- [Work task]: Your task is to copy the data exactly while leaving out every picture.

- [Task inputs]:
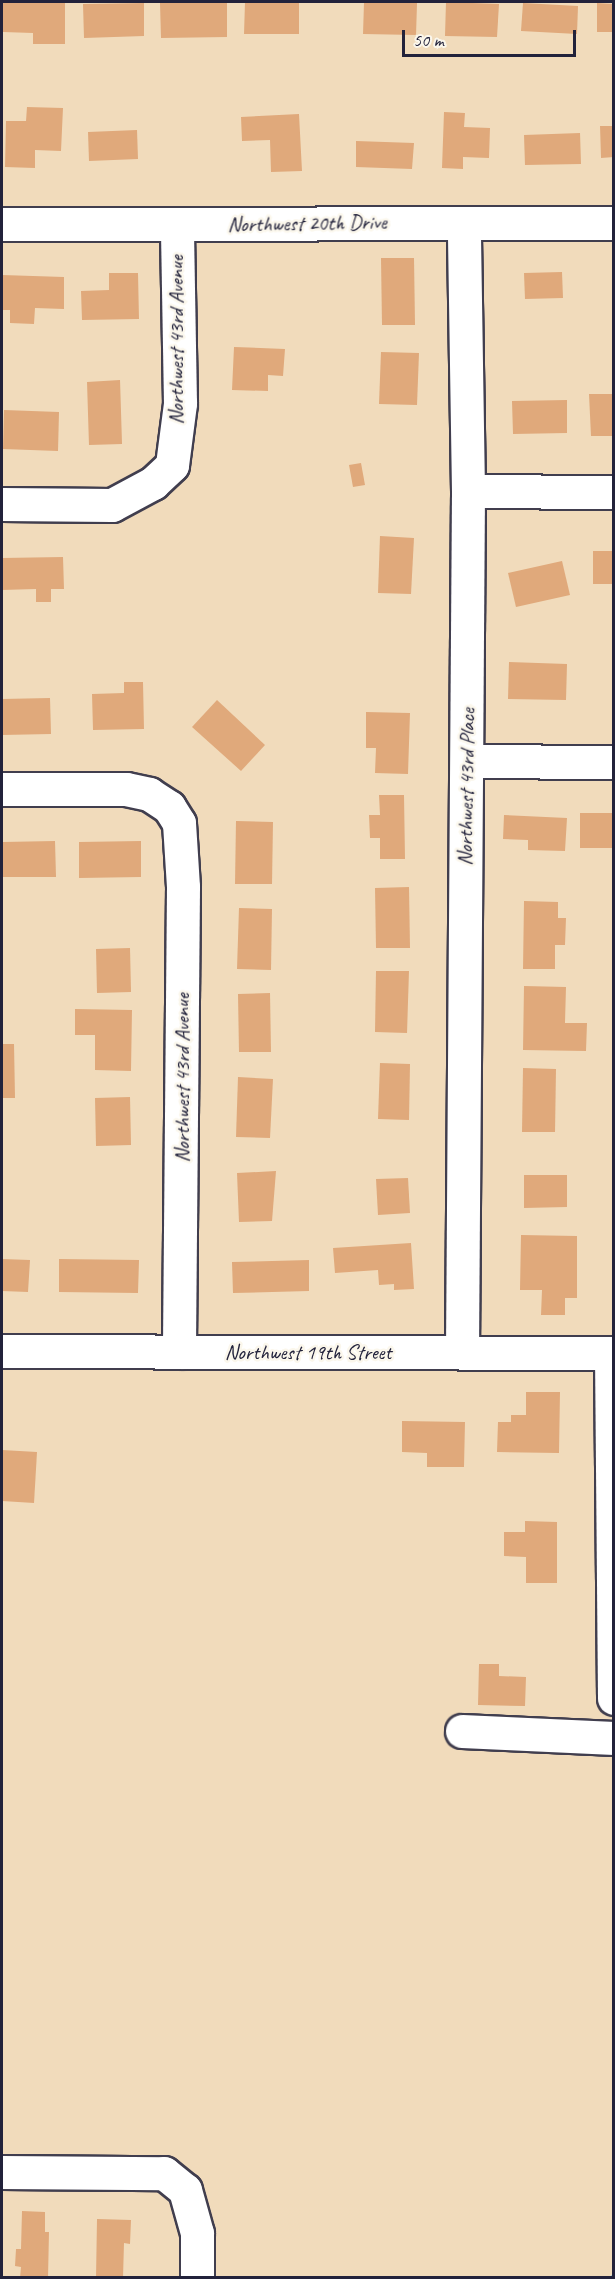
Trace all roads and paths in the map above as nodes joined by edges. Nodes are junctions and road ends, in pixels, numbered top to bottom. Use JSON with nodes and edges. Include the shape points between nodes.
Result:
{"nodes":[{"id":1,"x":464,"y":223,"type":"junction"},
{"id":2,"x":614,"y":223,"type":"edge"},
{"id":3,"x":2,"y":224,"type":"edge"},
{"id":4,"x":177,"y":225,"type":"junction"},
{"id":5,"x":468,"y":491,"type":"junction"},
{"id":6,"x":614,"y":492,"type":"edge"},
{"id":7,"x":2,"y":504,"type":"edge"},
{"id":8,"x":466,"y":761,"type":"junction"},
{"id":9,"x":614,"y":762,"type":"edge"},
{"id":10,"x":2,"y":789,"type":"edge"},
{"id":11,"x":2,"y":1351,"type":"edge"},
{"id":12,"x":179,"y":1352,"type":"junction"},
{"id":13,"x":462,"y":1352,"type":"junction"},
{"id":14,"x":612,"y":1353,"type":"edge"},
{"id":15,"x":614,"y":1698,"type":"edge"},
{"id":16,"x":462,"y":1731,"type":"dead end"},
{"id":17,"x":614,"y":1738,"type":"edge"},
{"id":18,"x":2,"y":2172,"type":"edge"},
{"id":19,"x":197,"y":2277,"type":"edge"}],
"edges":[{"from":1,"to":2,"type":"street","name":"Northwest 20th Drive"},
{"from":1,"to":4,"type":"street","name":"Northwest 20th Drive"},
{"from":1,"to":5,"type":"street","name":"Northwest 43rd Place"},
{"from":3,"to":4,"type":"street","name":"Northwest 20th Drive"},
{"from":4,"to":7,"type":"street","name":"Northwest 43rd Avenue","via":[[180,404],[172,465],[153,483],[112,505]]},
{"from":5,"to":6,"type":"street"},
{"from":5,"to":8,"type":"street","name":"Northwest 43rd Place"},
{"from":8,"to":9,"type":"street"},
{"from":8,"to":13,"type":"street","name":"Northwest 43rd Place"},
{"from":10,"to":12,"type":"street","name":"Northwest 43rd Avenue","via":[[126,789],[149,794],[170,807],[182,838]]},
{"from":11,"to":12,"type":"street","name":"Northwest 19th Street"},
{"from":12,"to":13,"type":"street","name":"Northwest 19th Street"},
{"from":13,"to":14,"type":"street","name":"Northwest 19th Street"},
{"from":14,"to":15,"type":"street"},
{"from":16,"to":17,"type":"street"},
{"from":18,"to":19,"type":"street","via":[[164,2174],[185,2190],[196,2234]]}]}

- [Task response]:
Trace all roads and paths in the map above as nodes joined by edges. Nodes are junctions and road ends, in pixels, numbered top to bottom. Use JSON with nodes and edges. Include the shape points between nodes.
Result:
{"nodes":[{"id":1,"x":464,"y":223,"type":"junction"},
{"id":2,"x":614,"y":223,"type":"edge"},
{"id":3,"x":2,"y":224,"type":"edge"},
{"id":4,"x":177,"y":225,"type":"junction"},
{"id":5,"x":468,"y":491,"type":"junction"},
{"id":6,"x":614,"y":492,"type":"edge"},
{"id":7,"x":2,"y":504,"type":"edge"},
{"id":8,"x":466,"y":761,"type":"junction"},
{"id":9,"x":614,"y":762,"type":"edge"},
{"id":10,"x":2,"y":789,"type":"edge"},
{"id":11,"x":2,"y":1351,"type":"edge"},
{"id":12,"x":179,"y":1352,"type":"junction"},
{"id":13,"x":462,"y":1352,"type":"junction"},
{"id":14,"x":612,"y":1353,"type":"edge"},
{"id":15,"x":614,"y":1698,"type":"edge"},
{"id":16,"x":462,"y":1731,"type":"dead end"},
{"id":17,"x":614,"y":1738,"type":"edge"},
{"id":18,"x":2,"y":2172,"type":"edge"},
{"id":19,"x":197,"y":2277,"type":"edge"}],
"edges":[{"from":1,"to":2,"type":"street","name":"Northwest 20th Drive"},
{"from":1,"to":4,"type":"street","name":"Northwest 20th Drive"},
{"from":1,"to":5,"type":"street","name":"Northwest 43rd Place"},
{"from":3,"to":4,"type":"street","name":"Northwest 20th Drive"},
{"from":4,"to":7,"type":"street","name":"Northwest 43rd Avenue","via":[[180,404],[172,465],[153,483],[112,505]]},
{"from":5,"to":6,"type":"street"},
{"from":5,"to":8,"type":"street","name":"Northwest 43rd Place"},
{"from":8,"to":9,"type":"street"},
{"from":8,"to":13,"type":"street","name":"Northwest 43rd Place"},
{"from":10,"to":12,"type":"street","name":"Northwest 43rd Avenue","via":[[126,789],[149,794],[170,807],[182,838]]},
{"from":11,"to":12,"type":"street","name":"Northwest 19th Street"},
{"from":12,"to":13,"type":"street","name":"Northwest 19th Street"},
{"from":13,"to":14,"type":"street","name":"Northwest 19th Street"},
{"from":14,"to":15,"type":"street"},
{"from":16,"to":17,"type":"street"},
{"from":18,"to":19,"type":"street","via":[[164,2174],[185,2190],[196,2234]]}]}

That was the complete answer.